Quantification of chloride saline soil freezing–thawing temperature threshold based on thermodynamic theory

Abstract

The salinity and soil structure are crucial to the freezing and thawing characteristics of soils in saline soil area. Here, we developed a high-precision freeze–thaw temperature model for chloride-salted soils. The temperature threshold for the soil freeze–thaw cycle, which is both physically meaningful and easily measurable and quantifiable, was determined based on experimental observations. Moreover, we examined the relationship between soil freeze–thaw characteristics and the levels of salt content and soil type. Specifically, in the testing of more than 60 soil samples made from different salt contents of sand, silt, and silty clay, the freezing–thawing temperature model shows RMSE = 0.5 K and MPAE = 0.16%. The maximum/minimum value of the soil temperature curve slope can be used to determine the starting and ending temperatures of freeze–thaw cycles, which represents the release rate of phase change latent heat from the side. Sand exhibits greater sensitivity to salt content in terms of freeze–thaw properties. When the salt content > 0.4%, the minimum supercooling point, maximum superheating point and equilibrium freeze–thaw point of sand are lower than those of silty clay.
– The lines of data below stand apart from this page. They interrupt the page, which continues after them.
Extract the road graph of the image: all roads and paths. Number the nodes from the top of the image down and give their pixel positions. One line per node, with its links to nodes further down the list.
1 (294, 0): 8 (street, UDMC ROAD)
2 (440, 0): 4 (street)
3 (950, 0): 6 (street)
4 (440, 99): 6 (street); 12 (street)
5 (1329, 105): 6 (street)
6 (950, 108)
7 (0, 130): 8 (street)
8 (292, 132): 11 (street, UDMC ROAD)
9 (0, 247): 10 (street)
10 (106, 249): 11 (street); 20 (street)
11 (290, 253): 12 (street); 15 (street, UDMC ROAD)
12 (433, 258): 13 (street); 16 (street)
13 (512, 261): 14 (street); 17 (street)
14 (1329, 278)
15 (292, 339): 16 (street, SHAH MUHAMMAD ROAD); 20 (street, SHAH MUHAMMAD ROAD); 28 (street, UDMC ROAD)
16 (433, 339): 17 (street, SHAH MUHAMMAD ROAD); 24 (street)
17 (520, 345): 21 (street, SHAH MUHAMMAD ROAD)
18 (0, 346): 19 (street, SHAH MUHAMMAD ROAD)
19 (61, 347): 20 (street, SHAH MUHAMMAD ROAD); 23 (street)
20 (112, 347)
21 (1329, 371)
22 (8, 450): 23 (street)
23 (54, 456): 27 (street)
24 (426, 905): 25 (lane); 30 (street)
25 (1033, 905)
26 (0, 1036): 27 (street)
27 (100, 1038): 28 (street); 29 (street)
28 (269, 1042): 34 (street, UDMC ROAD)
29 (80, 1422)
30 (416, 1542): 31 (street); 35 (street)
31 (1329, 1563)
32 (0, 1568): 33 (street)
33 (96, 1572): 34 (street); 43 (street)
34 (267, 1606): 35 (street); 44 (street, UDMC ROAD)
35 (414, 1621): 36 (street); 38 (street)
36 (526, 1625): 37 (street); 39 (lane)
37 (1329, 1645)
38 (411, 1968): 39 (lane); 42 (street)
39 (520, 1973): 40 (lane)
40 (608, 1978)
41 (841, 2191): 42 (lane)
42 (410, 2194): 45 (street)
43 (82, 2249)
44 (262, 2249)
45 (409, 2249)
However, the freezing end point and melting starting point consistently conform to the sequence “sand > silt > silty clay”, which is due to their reliance on the bound water content and its bound strength. We provide a comprehensive analysis of the freezing–thawing properties of saline soils. These findings provide valuable guidance for establishing temperature boundary conditions in numerical simulations for cold zone engineering purposes.